2. If we change spin on one particle, does the spin "instantly" change on the other, even if it is, say 1 million light years away?
3. Assuming that the distant particle would change spin instantly, and one monitoring the spin could detect and determine the change in less than 1 million years, would/could that not be communication faster than light? (Considering that changes in binary state are the basis of all digital electronic communications)
Thank you, if you have the time, for your help to untangle these issues. I will check this page from time to time for your responses.
- Roger, I've been away from wikipedia for a number of years, so this is a really slow reply. Concerning question 2, the answer is no. What you are describing is what Einstein would have called: spooky action at a distance. The issue is subtle, what the experiments showed is not a spooky "action" at a distance, but rather, a spooky "correlation" at a distance.
- The answers are "no". We do not directly change the spin on entangled particles, but rather we observe the spin they have. Once one particle is observed (and it assumes a particular spin), the other particle it is entangled with instantly assumes the opposite spin. So no information on our part is communicated to or between the particles.
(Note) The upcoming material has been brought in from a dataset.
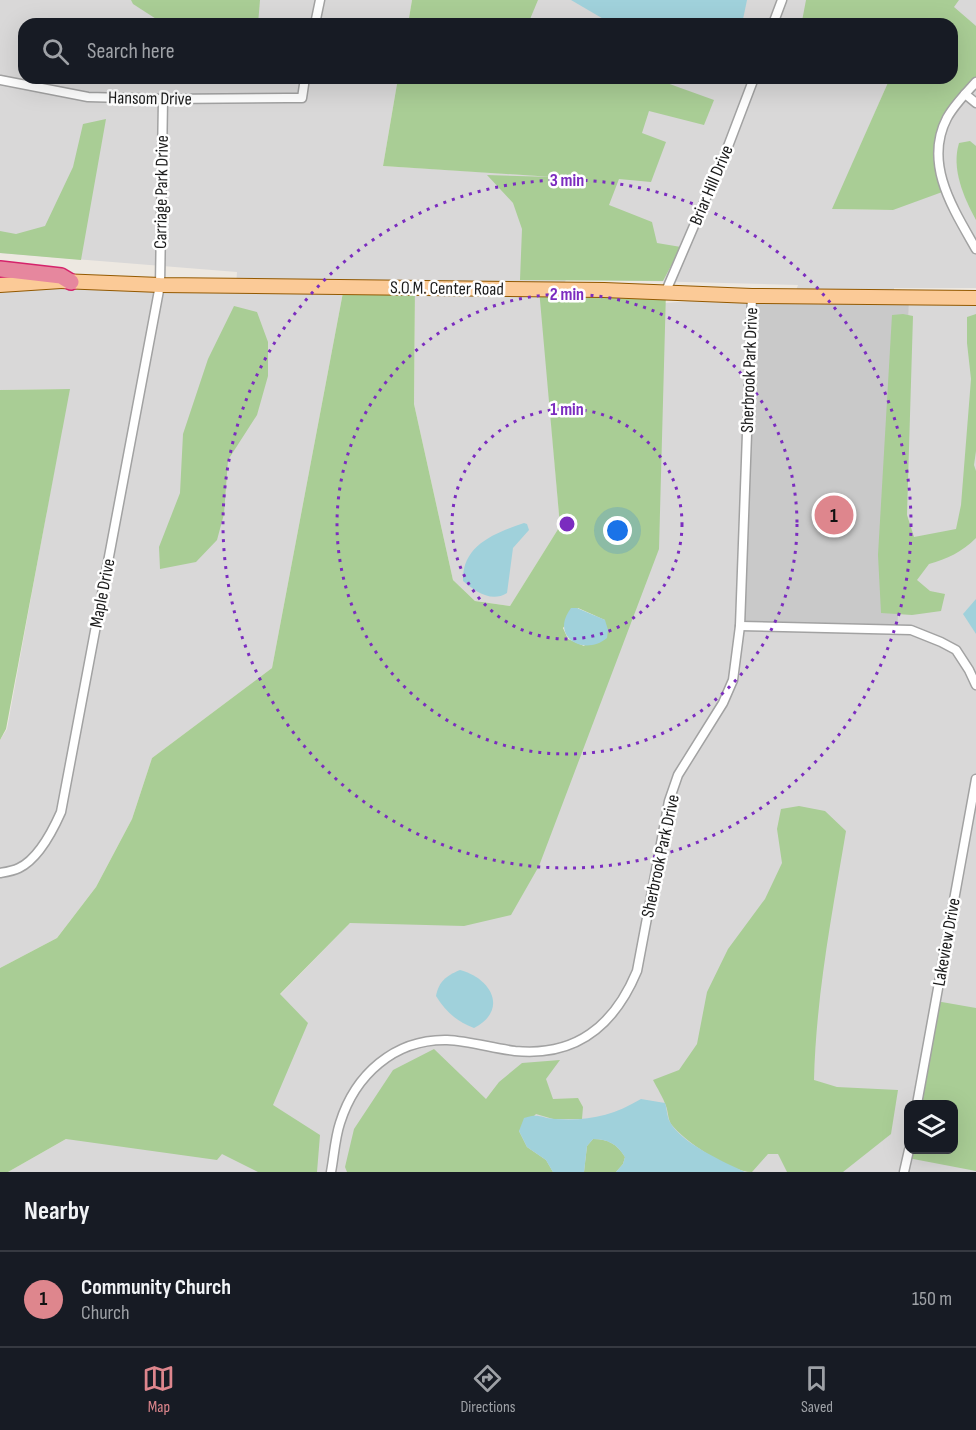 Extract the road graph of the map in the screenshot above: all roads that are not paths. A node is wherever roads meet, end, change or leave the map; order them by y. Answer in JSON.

- Personally, I theorize that the particles are part of a multi-dimensional system (perhaps within the other dimensions postulated by string theory) where the particle spins are hidden until an interaction with other matter-energy (such as an observer) causes the hidden spins to interact with matter-energy outside the entangled pair, and that prior to that outside interaction the particles interact only through the tiny Planck scale dimensions. But I don't claim to be an expert, and this theory is probably not testable. — Loadmaster (talk) 22:51, 6 March 2014 (UTC)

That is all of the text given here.